The New York Film Festival, which got underway last Friday, celebrates its 50th anniversary this year. I’ve attended every year since 1994. I’ve seen dozens of movies there–some extraordinary, many good, some run-of-the-mill, a few terrible. I wondered where Brian De Palma’s Passion, screened on Saturday, would fit in.

I’m still wondering. In what was for me an unprecedented event in my decades of festivalgoing, the screening was cancelled. Why? Three words: Digital Cinema Package, or DCP.

What is DCP? It’s heralded as the future of cinema projection, but really it’s the present; chances are your local multiplex has gone DCP, as your local independently owned theater or repertory house struggles to find a way to pay for it as celluloid goes up in smoke. The brave new world of digital projection comes with pitfalls, however. Like, if the system malfunctions, and no one can get a grip on what went wrong, you’re fucked like the fucking Diaz brothers, as the Film Society of Lincoln Center learned the hard way last night.

If you follow the festival at all you’ve been reading a lot about how Richard Pena, its programming director, is bowing out after 25 years of distinguished service. “I bet he wishes he retired last year,” grumbled a fellow patron as we all exited Alice Tully Hall after more than an hour of waiting. It had been a trying day: apparently a DCP of a Mexican film shown in the afternoon, Here and There, was plagued by intermittent subtitles that were here and there for half an hour until the problem was fixed. That was nothing compared to this utter fiasco, however. Has a festival presentation ever been cancelled due to a mechanical glitch? Not in the film cans days that I can recall.

Poor Pena–he’s a good guy (I interviewed him for Newsweek.com in 2001) and there he was, having to face not only a disappointed crowd but Brian De Palma, who’s not exactly Mary Sunshine. (I interviewed him for Cineaste about his last film, Redacted, which played without incident at the festival in 2007.) From my balcony seat I could see the filmmaker growing progressively more baleful, and when he was escorted from his box I knew we would not be seeing his movie. It can’t have been pretty backstage: “See this? I left my trademark safari jacket at home and put on a suit and tie for this thing!

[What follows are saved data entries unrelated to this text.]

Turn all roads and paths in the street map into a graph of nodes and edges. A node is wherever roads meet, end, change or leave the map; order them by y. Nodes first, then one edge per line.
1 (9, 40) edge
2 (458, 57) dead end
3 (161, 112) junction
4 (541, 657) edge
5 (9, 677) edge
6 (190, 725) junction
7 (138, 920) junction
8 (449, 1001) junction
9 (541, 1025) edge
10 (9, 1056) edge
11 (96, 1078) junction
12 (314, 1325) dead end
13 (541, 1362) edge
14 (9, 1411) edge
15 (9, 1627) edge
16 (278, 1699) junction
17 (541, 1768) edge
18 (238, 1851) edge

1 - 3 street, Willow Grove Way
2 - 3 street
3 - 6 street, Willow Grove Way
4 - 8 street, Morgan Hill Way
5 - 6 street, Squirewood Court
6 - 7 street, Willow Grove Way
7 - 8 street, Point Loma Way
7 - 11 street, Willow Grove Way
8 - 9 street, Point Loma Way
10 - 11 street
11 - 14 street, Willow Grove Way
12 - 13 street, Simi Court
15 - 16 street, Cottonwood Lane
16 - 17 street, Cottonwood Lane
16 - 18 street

I was goddamned cheerful in my opening remarks, too!” 

Whatever the case, it was a humiliation. Pena, who had to keep coming onstage to deliver the worsening news, said that the DCP has been tested without incident minutes before showtime, but minus a code had somehow locked down. Minus someone who could fix the code that was it for the evening. That’s not the movies we knew and loved; that’s a plot contrivance on an episode of 24. Maybe they should rename Digital Cinema Package HAL, in honor of 2001‘s errant computer.

After a half hour or so of waiting Pena announced that audience members who couldn’t stay could get refunds at the boxoffice. Only 10-15% seemed to. Which was touching; we wanted to see the movie and were willing to put up with the inconvenience. (I watched the French-made Love Crime, the basis of Passion, the other night and wanted to know, like, what was up with the masks? And the chokehold?) But it was out of Pena’s hands, or De Palma’s hands, or any human hands. It was a glitch in the machine, a hiccup in the software. And with that the 50th anniversary of the New York Film Festival was tainted.

Watch this space for actual festival reviews, if technology doesn’t bungle further screenings. Too bad they can’t project film at a film festival anymore.

About the Author

Bob Cashill

An Editorial Board Member of Cineaste magazine, Bob is also a member of the Drama Desk theatrical critics society in New York. See what he's watching on Letterboxd and read more from him at New York Theater News.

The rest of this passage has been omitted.